# Red and White Pine Lakes



## Utahgreenhead

So my brother and I were thinking of making the hike one day this summer when the snow melts up to these two lakes. Has anyone ever done it before and fished them? The hike looks like I'll definately have to eat my wheaties, but I was hoping to catch a few high mountain trout up there. Does anyone know if it will be worth it? Feel free to PM me if you would prefer, I don't want to make anyone mad over hotspotting on these two lakes. Any input is appreciated. Thanks. 

Gary


----------



## Petersen

Utahgreenhead said:


> So my brother and I were thinking of making the hike one day this summer when the snow melts up to these two lakes. Has anyone ever done it before and fished them? The hike looks like I'll definately have to eat my wheaties, but I was hoping to catch a few high mountain trout up there. Does anyone know if it will be worth it? Feel free to PM me if you would prefer, I don't want to make anyone mad over hotspotting on these two lakes. Any input is appreciated. Thanks.
> 
> Gary


I've hiked to both places several times. Every year or two, in the fall, the DWR plants cutthroats there. Like most of the Wasatch back country lakes, the fishing is usually secondary to the adventure of getting there. As for Red Pine Lake, you might try Upper Red Pine Lake instead. I just glanced at the DWR's stocking reports and I couldn't find that they had stocked Lower Red Pine last year.

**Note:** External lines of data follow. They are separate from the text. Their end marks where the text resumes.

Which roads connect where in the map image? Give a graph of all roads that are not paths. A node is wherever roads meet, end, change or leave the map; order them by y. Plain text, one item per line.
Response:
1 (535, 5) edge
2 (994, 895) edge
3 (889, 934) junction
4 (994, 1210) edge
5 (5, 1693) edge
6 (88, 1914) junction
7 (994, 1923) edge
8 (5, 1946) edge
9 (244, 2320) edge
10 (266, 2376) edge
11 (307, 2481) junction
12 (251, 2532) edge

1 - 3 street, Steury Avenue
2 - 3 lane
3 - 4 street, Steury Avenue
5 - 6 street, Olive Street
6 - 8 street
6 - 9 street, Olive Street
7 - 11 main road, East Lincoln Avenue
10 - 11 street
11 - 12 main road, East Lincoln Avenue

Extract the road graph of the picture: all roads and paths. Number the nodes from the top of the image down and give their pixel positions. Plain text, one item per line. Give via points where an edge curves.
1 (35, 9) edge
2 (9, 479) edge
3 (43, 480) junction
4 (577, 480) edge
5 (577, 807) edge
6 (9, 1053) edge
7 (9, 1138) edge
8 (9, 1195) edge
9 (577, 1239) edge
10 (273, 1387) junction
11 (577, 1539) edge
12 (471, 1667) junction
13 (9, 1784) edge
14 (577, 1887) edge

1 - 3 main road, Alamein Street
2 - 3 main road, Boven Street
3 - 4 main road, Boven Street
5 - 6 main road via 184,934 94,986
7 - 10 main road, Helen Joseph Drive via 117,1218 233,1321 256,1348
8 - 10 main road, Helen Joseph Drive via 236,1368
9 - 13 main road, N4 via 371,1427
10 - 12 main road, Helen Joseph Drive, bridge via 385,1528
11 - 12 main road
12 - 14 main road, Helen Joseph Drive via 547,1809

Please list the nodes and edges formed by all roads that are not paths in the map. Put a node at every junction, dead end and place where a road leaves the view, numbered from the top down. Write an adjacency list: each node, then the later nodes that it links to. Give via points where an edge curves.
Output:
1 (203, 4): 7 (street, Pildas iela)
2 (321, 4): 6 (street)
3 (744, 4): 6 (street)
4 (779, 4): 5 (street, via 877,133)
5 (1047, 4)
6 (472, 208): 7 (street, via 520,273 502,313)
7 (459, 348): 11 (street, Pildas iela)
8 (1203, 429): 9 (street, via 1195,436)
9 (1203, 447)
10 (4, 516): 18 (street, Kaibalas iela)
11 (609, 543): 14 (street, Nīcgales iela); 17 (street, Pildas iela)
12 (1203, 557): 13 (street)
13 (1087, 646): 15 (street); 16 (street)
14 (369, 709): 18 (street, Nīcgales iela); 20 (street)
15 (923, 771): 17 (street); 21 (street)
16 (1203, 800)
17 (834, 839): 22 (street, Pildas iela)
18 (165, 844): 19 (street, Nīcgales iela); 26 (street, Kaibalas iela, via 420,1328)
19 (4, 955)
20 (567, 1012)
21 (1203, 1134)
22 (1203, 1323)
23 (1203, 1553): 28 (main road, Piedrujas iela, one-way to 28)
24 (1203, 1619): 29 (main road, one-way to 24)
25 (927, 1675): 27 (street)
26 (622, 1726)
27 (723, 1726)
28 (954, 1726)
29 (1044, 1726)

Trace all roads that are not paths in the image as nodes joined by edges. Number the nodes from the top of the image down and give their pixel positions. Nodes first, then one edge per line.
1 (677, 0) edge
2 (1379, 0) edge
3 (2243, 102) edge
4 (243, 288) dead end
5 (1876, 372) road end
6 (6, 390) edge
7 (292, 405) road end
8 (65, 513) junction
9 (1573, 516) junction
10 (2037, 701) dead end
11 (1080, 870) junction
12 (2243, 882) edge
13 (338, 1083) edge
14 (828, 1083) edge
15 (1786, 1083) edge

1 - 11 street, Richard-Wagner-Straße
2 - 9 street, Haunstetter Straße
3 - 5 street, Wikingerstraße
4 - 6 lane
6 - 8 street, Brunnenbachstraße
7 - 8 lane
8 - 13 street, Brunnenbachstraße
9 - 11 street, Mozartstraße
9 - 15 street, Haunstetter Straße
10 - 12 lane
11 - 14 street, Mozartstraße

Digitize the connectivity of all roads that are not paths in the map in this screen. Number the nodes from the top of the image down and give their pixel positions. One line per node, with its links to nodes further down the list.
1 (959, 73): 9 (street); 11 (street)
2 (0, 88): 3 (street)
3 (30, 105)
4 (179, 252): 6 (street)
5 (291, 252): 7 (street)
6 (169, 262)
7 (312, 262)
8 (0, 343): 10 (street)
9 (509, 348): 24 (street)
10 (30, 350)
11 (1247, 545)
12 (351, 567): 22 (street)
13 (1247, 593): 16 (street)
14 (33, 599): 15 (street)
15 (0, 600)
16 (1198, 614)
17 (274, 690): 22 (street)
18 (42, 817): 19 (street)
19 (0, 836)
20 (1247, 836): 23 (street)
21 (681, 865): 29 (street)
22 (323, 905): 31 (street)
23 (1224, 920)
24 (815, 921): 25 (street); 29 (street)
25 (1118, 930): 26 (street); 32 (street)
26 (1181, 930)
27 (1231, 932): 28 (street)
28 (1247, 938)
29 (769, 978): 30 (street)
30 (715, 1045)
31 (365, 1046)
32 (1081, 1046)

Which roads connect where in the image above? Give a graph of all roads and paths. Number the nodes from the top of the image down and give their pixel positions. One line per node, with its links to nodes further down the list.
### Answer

And yeah, it's a good, little day hike to get there. The scramble up to Upper Red Pine is up a fairly steep boulder field, so depending on what kind of shape you're in, it might get your heart pumping a bit.


----------



## Nor-tah

The Bonniville Cutts are just Gorgeous in White Pine!! Nice sized too. I would not jump the gun though. They ice off really late. I wouldnt try any time before middle of June. I have heard of ice there through like June 20th. North West facing slopes and all...


----------



## Receipt

Does anyone know if you can camp near either of these lakes? I had just discovered this area through one of my hiking friends and was thinking about an overnight hiking/camping trip, but not sure if camping is authorized in that area.


----------



## doody

Camping is allowed but campfires are off-limits. White Pine is one of my favorite places to camp in the Wasatch. The fishing is slow but the views are worth the skunk. Enjoy!


----------



## Yonni

I have seen some nice bows come out of the lower red pine, the upper lake is so clear that you can sight fish and they are decent size as well. There is a grassy area above all the red pine lakes that I have camped on, the hike gets the heart pumpin but it's worth it. 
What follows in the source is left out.